What the task asks
Your answer should consist of the lines below that hold the word "stream".
-------- Given data
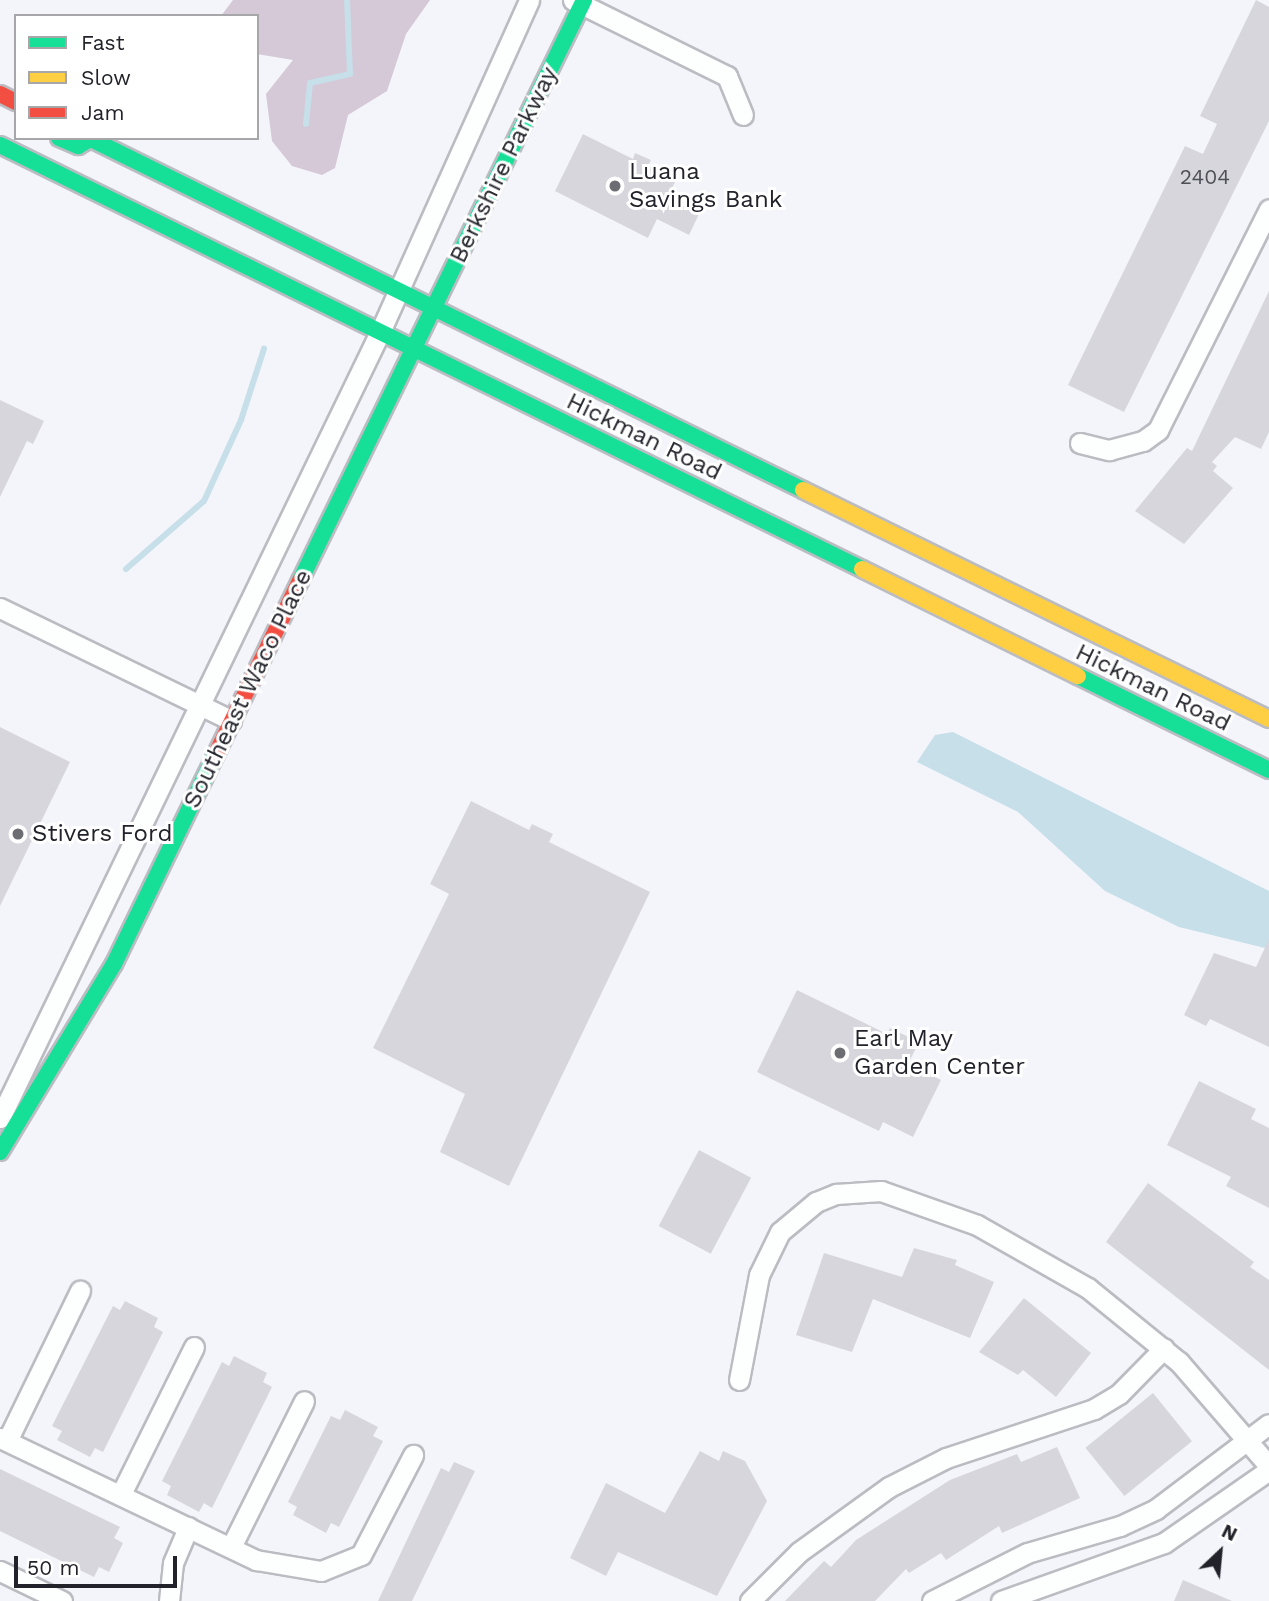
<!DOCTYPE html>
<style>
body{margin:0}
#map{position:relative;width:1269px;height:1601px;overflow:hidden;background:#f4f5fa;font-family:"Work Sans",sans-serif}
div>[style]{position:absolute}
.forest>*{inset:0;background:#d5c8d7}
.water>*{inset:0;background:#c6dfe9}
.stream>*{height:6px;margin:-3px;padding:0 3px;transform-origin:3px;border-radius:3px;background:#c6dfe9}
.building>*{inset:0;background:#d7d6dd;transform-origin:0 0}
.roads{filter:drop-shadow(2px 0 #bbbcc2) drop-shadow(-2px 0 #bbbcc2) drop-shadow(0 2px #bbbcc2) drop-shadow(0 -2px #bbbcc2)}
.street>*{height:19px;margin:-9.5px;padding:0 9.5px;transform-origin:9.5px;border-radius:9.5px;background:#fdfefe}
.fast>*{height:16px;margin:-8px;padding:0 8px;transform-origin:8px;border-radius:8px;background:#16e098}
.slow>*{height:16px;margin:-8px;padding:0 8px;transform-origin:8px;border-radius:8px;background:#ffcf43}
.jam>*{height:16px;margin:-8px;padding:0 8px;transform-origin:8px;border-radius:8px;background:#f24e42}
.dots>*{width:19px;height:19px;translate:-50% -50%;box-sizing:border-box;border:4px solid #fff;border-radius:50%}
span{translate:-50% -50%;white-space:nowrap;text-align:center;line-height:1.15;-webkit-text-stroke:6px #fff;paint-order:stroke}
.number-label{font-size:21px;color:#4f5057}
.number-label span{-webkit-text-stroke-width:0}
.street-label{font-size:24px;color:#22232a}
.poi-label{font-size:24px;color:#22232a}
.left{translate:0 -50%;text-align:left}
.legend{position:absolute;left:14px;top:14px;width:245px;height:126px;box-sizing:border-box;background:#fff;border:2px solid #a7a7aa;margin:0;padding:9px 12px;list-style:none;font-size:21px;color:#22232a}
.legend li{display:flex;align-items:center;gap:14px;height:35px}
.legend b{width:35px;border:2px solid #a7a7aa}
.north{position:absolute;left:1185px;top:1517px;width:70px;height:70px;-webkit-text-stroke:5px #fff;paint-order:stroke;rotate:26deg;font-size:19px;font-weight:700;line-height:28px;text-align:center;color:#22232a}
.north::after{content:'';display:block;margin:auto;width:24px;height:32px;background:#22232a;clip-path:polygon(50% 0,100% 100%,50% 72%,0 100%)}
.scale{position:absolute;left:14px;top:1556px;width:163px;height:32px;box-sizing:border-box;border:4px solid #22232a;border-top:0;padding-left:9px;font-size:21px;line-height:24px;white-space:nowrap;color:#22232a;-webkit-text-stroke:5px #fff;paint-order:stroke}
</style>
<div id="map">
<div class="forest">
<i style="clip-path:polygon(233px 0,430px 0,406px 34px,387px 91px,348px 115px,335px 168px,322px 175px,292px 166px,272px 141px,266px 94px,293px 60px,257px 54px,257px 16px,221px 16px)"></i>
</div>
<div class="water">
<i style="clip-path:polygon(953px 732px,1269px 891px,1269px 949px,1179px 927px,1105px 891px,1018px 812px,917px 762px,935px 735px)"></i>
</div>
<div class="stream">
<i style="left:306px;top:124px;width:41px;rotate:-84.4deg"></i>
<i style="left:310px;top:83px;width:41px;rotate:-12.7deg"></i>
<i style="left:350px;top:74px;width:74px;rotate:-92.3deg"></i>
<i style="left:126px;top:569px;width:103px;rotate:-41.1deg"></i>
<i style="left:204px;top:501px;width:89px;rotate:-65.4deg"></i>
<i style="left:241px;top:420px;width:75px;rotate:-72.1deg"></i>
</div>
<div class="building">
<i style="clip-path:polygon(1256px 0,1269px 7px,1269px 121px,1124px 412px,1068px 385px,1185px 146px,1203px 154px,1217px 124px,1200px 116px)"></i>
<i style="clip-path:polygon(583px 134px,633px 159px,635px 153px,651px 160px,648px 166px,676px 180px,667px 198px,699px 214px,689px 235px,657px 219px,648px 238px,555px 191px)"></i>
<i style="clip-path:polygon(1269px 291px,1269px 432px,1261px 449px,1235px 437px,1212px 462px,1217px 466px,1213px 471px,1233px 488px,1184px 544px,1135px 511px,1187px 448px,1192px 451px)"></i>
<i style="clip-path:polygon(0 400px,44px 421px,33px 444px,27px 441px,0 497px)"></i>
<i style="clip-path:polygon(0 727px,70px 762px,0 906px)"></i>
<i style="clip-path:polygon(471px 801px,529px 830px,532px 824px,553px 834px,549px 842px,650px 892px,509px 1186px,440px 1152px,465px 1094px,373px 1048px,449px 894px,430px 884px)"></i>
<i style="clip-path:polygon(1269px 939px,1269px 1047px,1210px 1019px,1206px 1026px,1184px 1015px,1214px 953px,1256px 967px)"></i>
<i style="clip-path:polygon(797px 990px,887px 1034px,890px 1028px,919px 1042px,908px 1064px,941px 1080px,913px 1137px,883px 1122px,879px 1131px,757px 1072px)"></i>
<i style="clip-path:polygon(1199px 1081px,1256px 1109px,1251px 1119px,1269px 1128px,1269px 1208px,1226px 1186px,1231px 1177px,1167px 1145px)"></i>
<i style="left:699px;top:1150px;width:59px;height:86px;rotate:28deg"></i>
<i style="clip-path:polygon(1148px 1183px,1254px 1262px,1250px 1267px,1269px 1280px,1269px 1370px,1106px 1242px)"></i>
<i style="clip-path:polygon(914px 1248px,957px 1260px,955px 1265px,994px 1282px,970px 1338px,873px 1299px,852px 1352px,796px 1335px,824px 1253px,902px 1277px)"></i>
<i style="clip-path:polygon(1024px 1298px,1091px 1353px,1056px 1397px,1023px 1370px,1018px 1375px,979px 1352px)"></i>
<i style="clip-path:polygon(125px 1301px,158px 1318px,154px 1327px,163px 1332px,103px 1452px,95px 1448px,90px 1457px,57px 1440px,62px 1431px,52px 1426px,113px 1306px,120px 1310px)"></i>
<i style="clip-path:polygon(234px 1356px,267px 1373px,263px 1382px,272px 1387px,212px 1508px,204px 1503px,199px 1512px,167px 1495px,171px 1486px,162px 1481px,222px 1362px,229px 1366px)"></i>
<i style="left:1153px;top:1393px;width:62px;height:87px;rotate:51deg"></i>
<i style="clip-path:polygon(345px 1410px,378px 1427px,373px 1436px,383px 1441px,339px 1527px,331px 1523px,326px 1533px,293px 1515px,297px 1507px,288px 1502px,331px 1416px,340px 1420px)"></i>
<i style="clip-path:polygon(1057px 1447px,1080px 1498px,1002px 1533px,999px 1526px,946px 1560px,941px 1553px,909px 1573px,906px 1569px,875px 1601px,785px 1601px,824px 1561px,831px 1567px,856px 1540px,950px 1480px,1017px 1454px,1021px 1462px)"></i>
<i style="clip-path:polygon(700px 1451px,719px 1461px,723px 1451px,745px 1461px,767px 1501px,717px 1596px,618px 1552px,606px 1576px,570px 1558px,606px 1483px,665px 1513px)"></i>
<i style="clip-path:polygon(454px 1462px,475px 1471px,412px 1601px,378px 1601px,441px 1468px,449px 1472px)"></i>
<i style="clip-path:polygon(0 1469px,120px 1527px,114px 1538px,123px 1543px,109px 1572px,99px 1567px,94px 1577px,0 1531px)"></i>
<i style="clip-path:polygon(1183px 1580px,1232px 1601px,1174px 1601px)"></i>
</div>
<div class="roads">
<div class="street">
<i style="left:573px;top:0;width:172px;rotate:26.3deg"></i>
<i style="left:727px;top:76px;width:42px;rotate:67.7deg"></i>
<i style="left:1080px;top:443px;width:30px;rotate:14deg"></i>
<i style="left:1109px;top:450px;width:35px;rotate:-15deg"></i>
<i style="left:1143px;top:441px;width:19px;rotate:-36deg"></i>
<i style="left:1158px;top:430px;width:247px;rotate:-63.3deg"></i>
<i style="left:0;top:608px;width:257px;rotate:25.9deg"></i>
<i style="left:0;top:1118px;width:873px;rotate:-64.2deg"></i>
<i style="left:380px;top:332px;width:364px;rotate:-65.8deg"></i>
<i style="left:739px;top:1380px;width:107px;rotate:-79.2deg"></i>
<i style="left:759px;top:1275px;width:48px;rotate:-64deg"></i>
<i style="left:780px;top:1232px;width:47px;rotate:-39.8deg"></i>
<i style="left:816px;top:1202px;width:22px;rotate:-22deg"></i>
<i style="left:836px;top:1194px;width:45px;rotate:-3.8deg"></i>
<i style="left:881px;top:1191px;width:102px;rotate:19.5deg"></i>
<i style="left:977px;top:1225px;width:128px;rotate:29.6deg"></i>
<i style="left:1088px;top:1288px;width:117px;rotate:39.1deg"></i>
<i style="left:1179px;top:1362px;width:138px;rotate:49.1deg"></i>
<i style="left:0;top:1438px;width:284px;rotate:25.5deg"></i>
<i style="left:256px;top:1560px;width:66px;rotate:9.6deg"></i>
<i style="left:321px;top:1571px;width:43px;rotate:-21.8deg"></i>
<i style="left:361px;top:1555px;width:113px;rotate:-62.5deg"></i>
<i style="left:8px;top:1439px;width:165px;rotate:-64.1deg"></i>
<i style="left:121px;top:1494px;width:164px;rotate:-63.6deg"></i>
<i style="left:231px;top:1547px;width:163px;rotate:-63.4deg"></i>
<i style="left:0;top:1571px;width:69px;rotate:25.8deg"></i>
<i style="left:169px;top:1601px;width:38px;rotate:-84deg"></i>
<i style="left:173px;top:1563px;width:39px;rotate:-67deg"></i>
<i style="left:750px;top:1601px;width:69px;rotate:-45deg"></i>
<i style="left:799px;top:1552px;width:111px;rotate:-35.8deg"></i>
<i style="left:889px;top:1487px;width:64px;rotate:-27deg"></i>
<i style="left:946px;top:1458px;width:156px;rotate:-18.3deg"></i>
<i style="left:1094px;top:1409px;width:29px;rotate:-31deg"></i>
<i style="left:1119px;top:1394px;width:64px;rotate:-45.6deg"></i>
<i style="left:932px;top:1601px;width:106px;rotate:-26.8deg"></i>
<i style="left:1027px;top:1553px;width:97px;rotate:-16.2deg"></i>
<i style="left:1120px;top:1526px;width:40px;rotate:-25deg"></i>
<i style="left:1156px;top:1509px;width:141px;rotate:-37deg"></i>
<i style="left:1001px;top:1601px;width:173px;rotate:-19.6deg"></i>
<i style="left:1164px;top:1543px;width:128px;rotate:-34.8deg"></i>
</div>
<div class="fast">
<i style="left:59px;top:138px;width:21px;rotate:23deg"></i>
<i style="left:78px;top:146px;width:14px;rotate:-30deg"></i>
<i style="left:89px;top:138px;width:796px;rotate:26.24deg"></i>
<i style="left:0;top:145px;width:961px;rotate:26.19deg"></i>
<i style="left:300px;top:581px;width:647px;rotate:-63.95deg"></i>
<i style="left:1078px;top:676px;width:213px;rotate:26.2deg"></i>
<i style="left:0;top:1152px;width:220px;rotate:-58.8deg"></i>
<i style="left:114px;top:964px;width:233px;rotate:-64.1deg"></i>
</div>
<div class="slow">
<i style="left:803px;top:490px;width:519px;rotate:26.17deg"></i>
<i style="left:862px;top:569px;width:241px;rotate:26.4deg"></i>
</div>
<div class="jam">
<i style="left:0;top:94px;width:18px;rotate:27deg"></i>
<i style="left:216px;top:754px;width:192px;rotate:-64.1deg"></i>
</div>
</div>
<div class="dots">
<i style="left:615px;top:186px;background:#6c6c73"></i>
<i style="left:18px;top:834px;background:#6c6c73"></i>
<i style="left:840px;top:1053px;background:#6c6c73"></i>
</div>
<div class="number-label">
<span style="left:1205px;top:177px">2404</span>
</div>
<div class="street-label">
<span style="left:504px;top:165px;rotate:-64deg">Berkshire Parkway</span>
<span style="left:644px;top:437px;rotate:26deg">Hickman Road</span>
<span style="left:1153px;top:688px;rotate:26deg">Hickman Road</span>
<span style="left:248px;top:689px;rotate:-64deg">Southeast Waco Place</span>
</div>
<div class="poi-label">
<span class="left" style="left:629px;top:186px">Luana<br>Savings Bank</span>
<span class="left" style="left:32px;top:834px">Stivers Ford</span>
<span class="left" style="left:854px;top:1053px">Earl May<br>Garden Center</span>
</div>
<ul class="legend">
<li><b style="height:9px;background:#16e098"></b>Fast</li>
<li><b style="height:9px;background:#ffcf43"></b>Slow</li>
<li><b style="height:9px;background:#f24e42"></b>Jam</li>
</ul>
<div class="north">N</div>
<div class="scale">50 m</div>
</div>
----------------
Written solution
.stream>*{height:6px;margin:-3px;padding:0 3px;transform-origin:3px;border-radius:3px;background:#c6dfe9}
<div class="stream">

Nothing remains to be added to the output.